D. Small Business Regulatory Enforcement Fairness Act

As required by Congress under the Small Business Regulatory Enforcement Fairness Act of 1996 (5 U.S.C. 801 et seq.), HHS will report to Congress the promulgation of a final rule, once it is developed, prior to its taking effect. The report will state that HHS has concluded that the rule is not a “major rule” because it is not likely to result in an annual effect on the economy of $100 million or more.

E. Unfunded Mandates Reform Act of 1995

Title II of the Unfunded Mandates Reform Act of 1995 (2 U.S.C. 1531 et seq.) directs agencies to assess the effects of Federal regulatory actions on State, local, and tribal governments, and the private sector “other than to the extent that such regulations incorporate requirements specifically set forth in law.” For purposes of the Unfunded Mandates Reform Act, this final rule does not include any Federal mandate that may result in increased annual expenditures in excess of $100 million by state, local or tribal governments in the aggregate, or by the private sector, adjusted annually for inflation. For 2012, the inflation-adjusted threshold is $139 million.

F. Executive Order 12988 (Civil Justice)

This final rule has been drafted and reviewed in accordance withExecutive Order 12988, Civil Justice Reform, and will not unduly burden the Federal court system. The amendment to an existing respirator approval standard will apply uniformly to all applicants. This final rule has been reviewed carefully to eliminate drafting errors and ambiguities.

G. Executive Order 13132 (Federalism)

HHS has reviewed this final rule in accordance with Executive Order 13132 regarding federalism, and has determined that it does not have “federalism implications.” The final rule does not “have substantial direct effects on the States, on the relationship between the national government and the States, or on the distribution of power and responsibilities among the various levels of government.”

H. Executive Order 13045 (Protection of Children From Environmental Health Risks and Safety Risks)

In accordance with Executive Order 13045, HHS has evaluated the environmental health and safety effects of this final rule on children. HHS has determined that the final rule will have no effect on children.

I. Executive Order 13211 (Actions Concerning Regulations That Significantly Affect Energy Supply, Distribution, or Use)

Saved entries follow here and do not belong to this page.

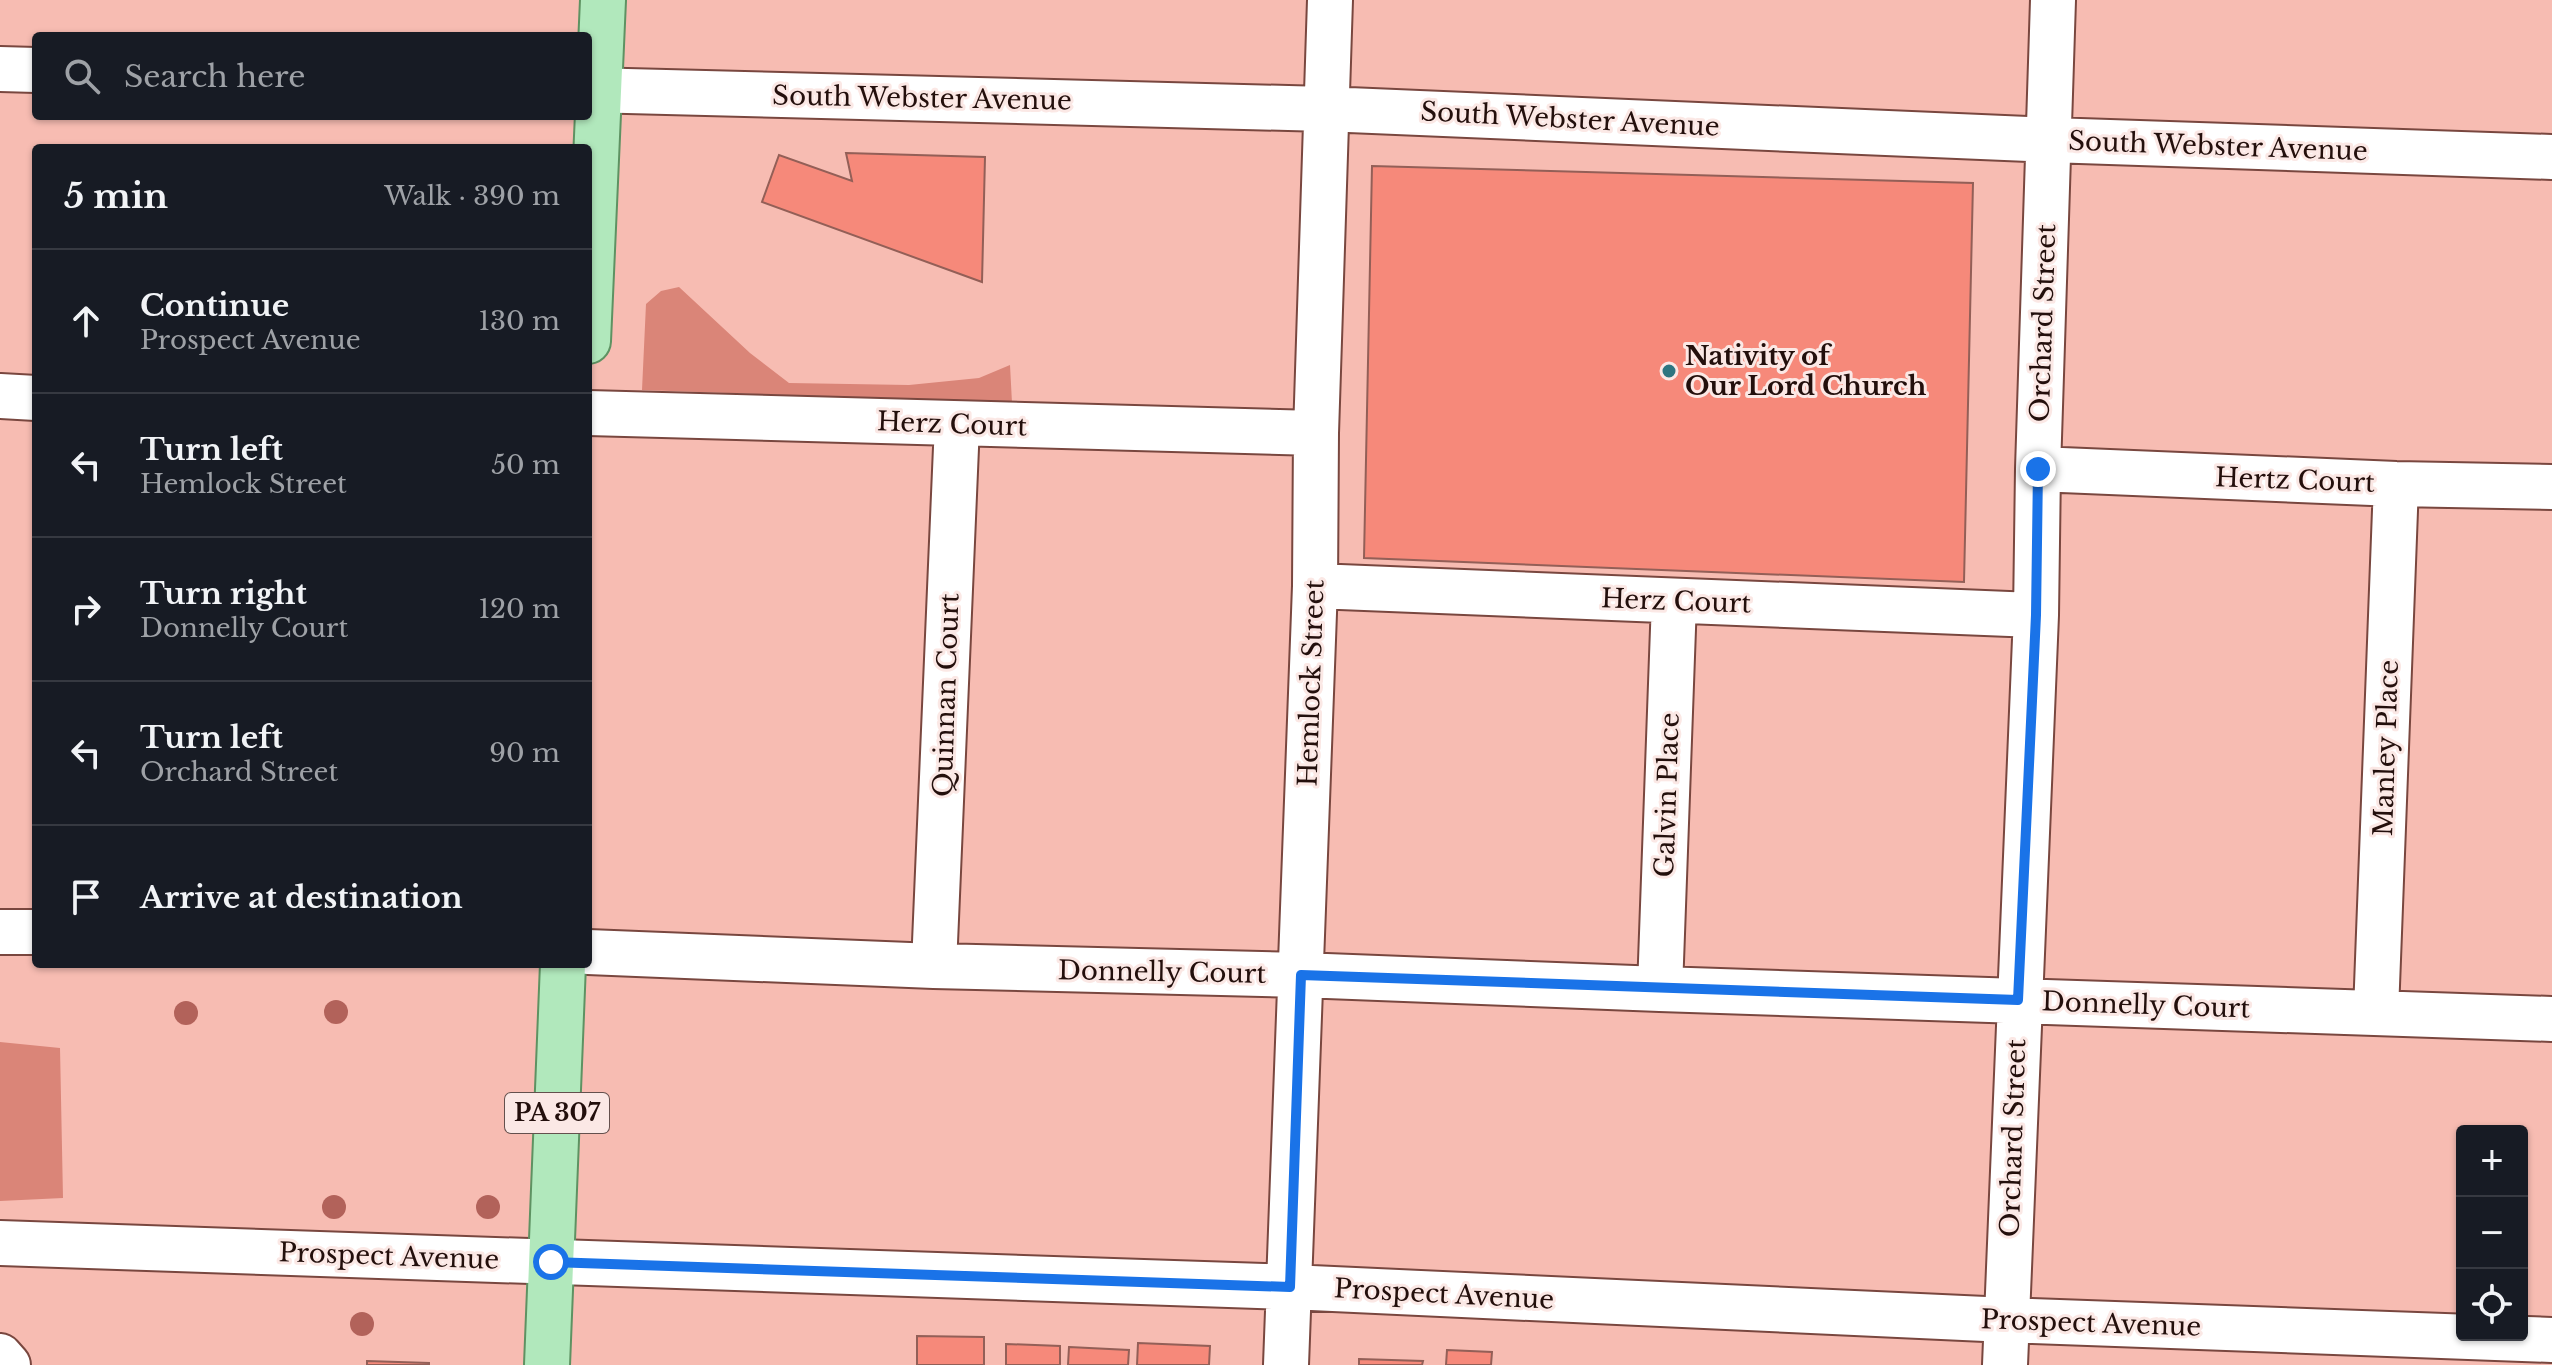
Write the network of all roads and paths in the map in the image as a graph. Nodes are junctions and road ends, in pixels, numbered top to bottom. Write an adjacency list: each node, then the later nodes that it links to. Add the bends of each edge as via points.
1 (603, 0): 6 (main road)
2 (1330, 0): 7 (street, Hemlock Street)
3 (2053, 0): 8 (street, Orchard Street)
4 (0, 69): 5 (street)
5 (32, 70)
6 (594, 90): 7 (street, South Webster Avenue); 10 (main road)
7 (1325, 109): 8 (street, South Webster Avenue); 15 (street, Hemlock Street)
8 (2050, 140): 9 (street, South Webster Avenue); 16 (street, Orchard Street)
9 (2552, 157)
10 (592, 174)
11 (0, 396): 12 (street)
12 (32, 398)
13 (592, 413): 14 (street, Herz Court)
14 (957, 424): 15 (street, Herz Court); 25 (street, Quinnan Court)
15 (1316, 433): 19 (street, Hemlock Street)
16 (2038, 469): 17 (street, Hertz Court); 21 (street, Orchard Street)
17 (2396, 484): 18 (street, Hertz Court); 30 (street, Manley Place)
18 (2552, 487)
19 (1315, 586): 20 (street, Herz Court); 27 (street, Hemlock Street)
20 (1674, 601): 21 (street, Herz Court); 28 (street, Galvin Place)
21 (2036, 615): 29 (street, Orchard Street)
22 (0, 932): 23 (street)
23 (32, 932)
24 (592, 952): 25 (street, Donnelly Court)
25 (934, 966): 27 (street, Donnelly Court)
26 (563, 968): 33 (main road, PA 307)
27 (1301, 975): 28 (street, Donnelly Court); 34 (street, Hemlock Street)
28 (1660, 989): 29 (street, Donnelly Court)
29 (2018, 1000): 30 (street, Donnelly Court); 35 (street, Orchard Street)
30 (2376, 1012): 31 (street, Donnelly Court)
31 (2552, 1019)
32 (0, 1243): 33 (street, Prospect Avenue)
33 (551, 1262): 34 (street, Prospect Avenue); 39 (main road, PA 307)
34 (1290, 1287): 35 (street, Prospect Avenue); 40 (street, Hemlock Street)
35 (2007, 1320): 36 (street, Prospect Avenue); 41 (street, Orchard Street)
36 (2552, 1340)
37 (0, 1356): 38 (street)
38 (8, 1365)
39 (547, 1365)
40 (1286, 1365)
41 (2005, 1365)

In accordance with Executive Order 13211, HHS has evaluated the effects of this final rule on energy supply, distribution, or use and has determined that the rule will not have a significant adverse effect.

J. Plain Writing Act of 2010

Under Public Law 111-274 (October 13, 2010), executive Departments and Agencies are required to use plain language in documents that explain to the public how to comply with a requirement the Federal Government administers or enforces. HHS has attempted to use plain language in promulgating the final rule consistent with the Federal Plain Writing Act guidelines. HHS did not receive any public comments on this matter.